The creative director will report to Ali Edge, the club’s Director of Brand and Marketing, and will help deliver “direct-to-consumer (DTC) and business-to-business (B2B) campaigns, from strategy to executions”.
Manchester United says the candidate would be someone with “at least 10 years agency or related experience working across a broad range of clients/projects, is digitally focussed, up to date with external trends, and with a deep interest and understanding of new technologies and emerging media”. The potential candidate would also have “extensive knowledge of art direction, graphic design and copy writing, and familiarity with film-making techniques to fill the role”.
The Creative Director will be based at either the club’s headquarters in Old Trafford or in London’s Mayfair, where Ed Woodward, the club’s Executive Vice-Chairman, works.
In the fairly detailed job description, Manchester United says: “This is a brand new and exciting role for Manchester United, an opportunity for someone to join the brand and marketing leadership team and drive world-class creative, operating both conceptually and strategically.
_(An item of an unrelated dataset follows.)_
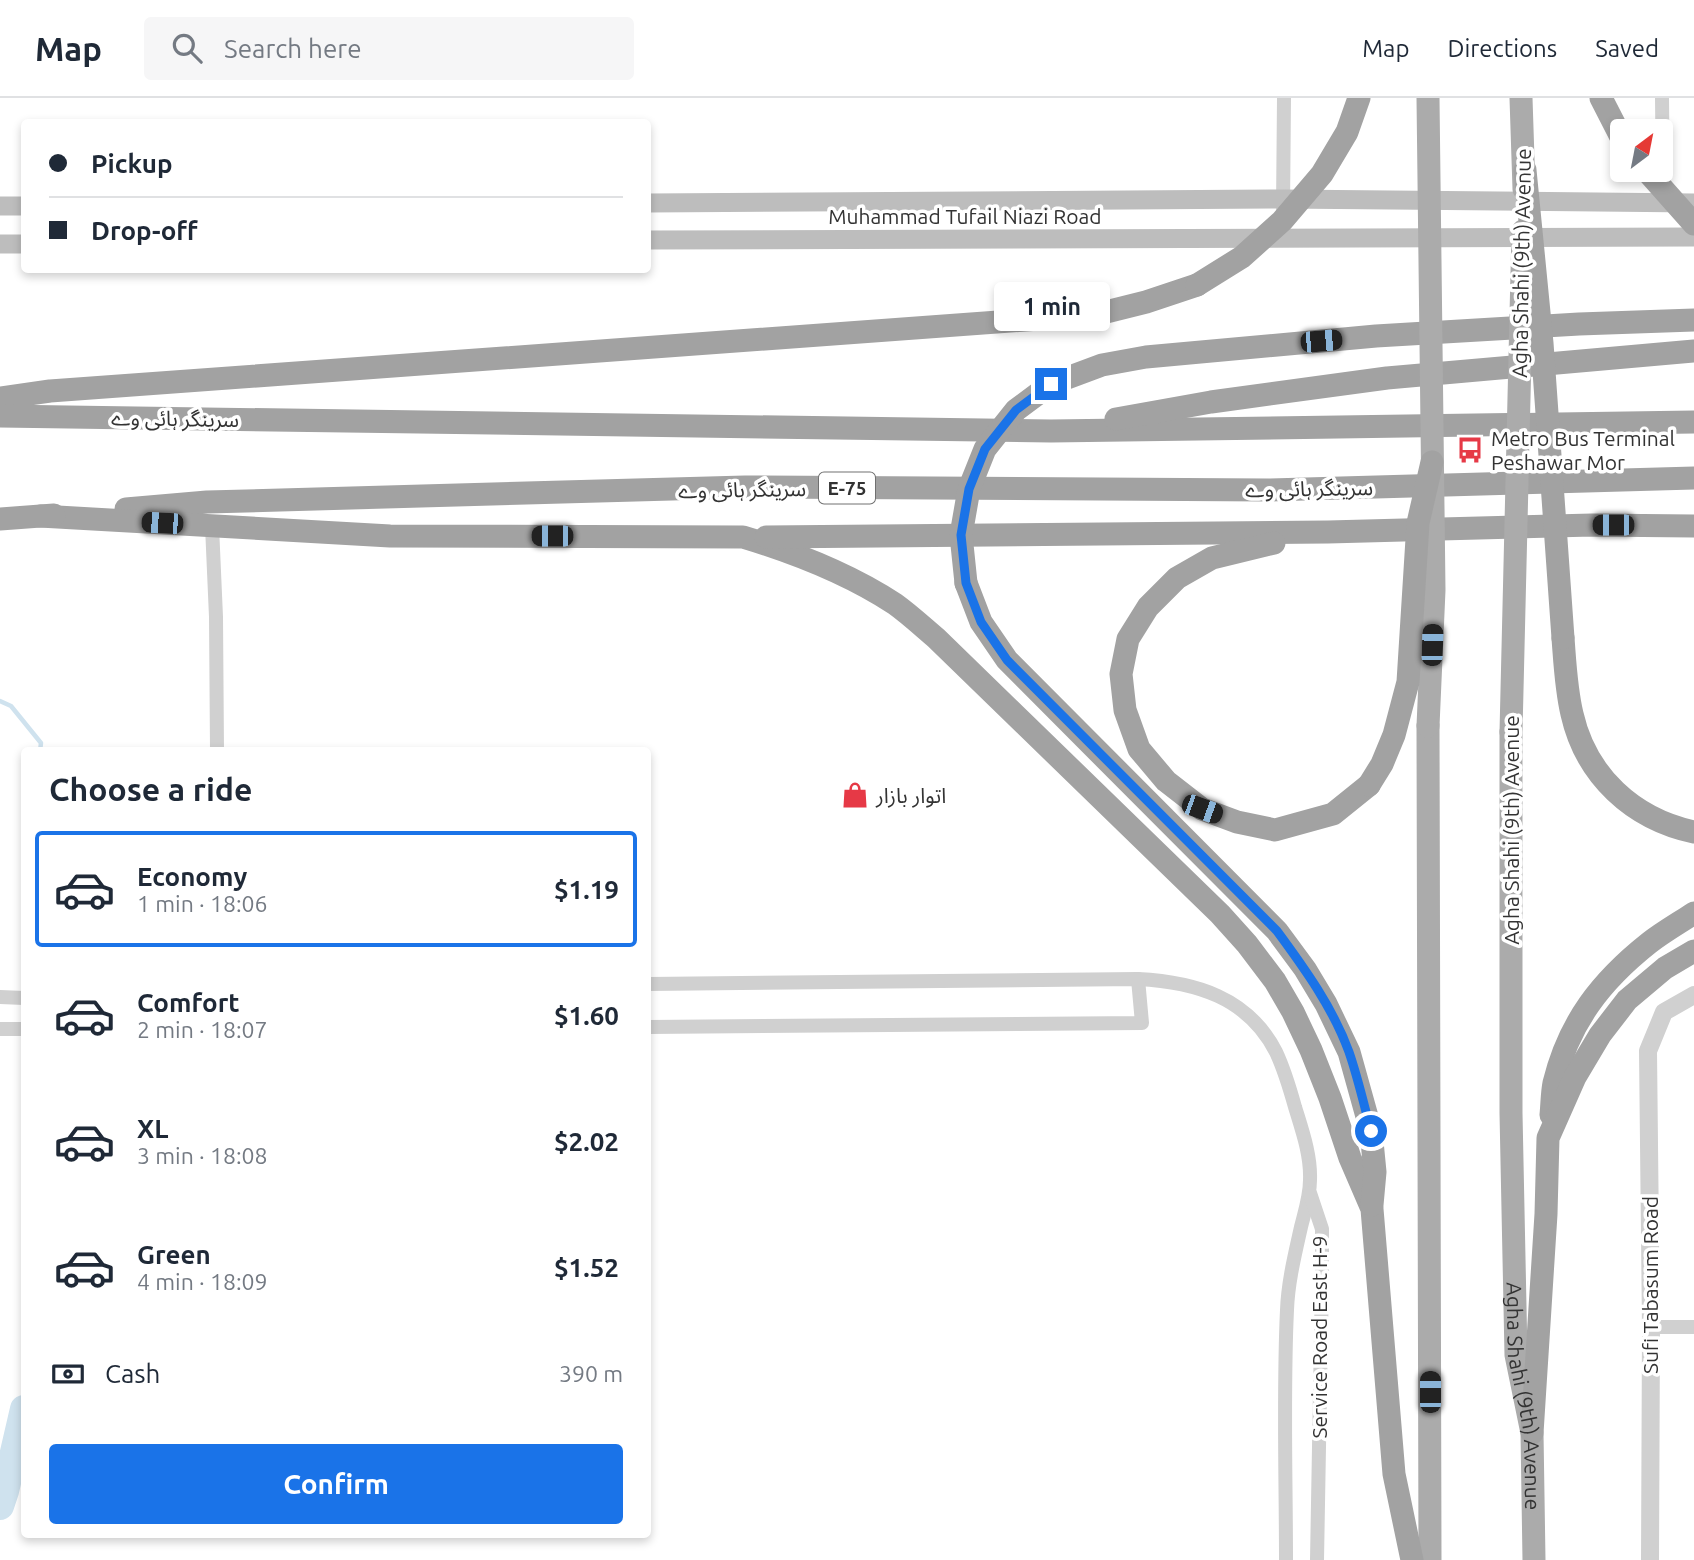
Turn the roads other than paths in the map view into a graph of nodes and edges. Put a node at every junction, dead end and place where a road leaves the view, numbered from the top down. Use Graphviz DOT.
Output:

Being a global brand and an elite sports club with diverse commercial partners, the work flowing through the team is vast, diverse, challenging and high-profile, with the need to consistently both perform at the highest level and create world-class output.”
Describing the club as the “world’s most engaged property in modern popular culture”, the club’s website says the “Club has over a billion fans and the engagement of those fans ranks alongside the world’s religions in digital metrics”. Some of the top sponsors include Adidas, Aon, and General Motors (Chevrolet).
“In the 2018/19 season, their 26 home games were attended by a cumulative audience of over 1.9 million and as of June 2019, they had over 152.7 million social connections with their fans. During the 2018/19 season, according to Futures Data, Manchester United games generated a cumulative audience reach of over 3.5 billion viewers; thus on a per game basis the 53 games attracted an average cumulative audience of almost 68 million,” says the website.
Lately, Manchester United has sustained losses in revenue and global fanbase and has also shown signs of decline since 2013, the year legendary team manager and icon Sir Alex Ferguson called it a day. The latest Deloitte Football Money League survey says Manchester United risks its financial supremacy in the UK, due, in part, to its staying away from the UEFA Champions League competition of the top European teams.
Nearly half, about 44%, of Manchester United’s £627m revenue in the last financial year came in from commercial activities — most of which accrues from brand sponsorship, amounting to 63%, with the balance from “retail, merchandising, clothing sales, and product licensing revenue”.
On the other side of the business, the club’s DTC business has grown via the internet that enables it to “communicate directly with fans”. In 2018, Manchester United put out its official mobile app that showcases exclusive content and “behind-the-scenes footage”.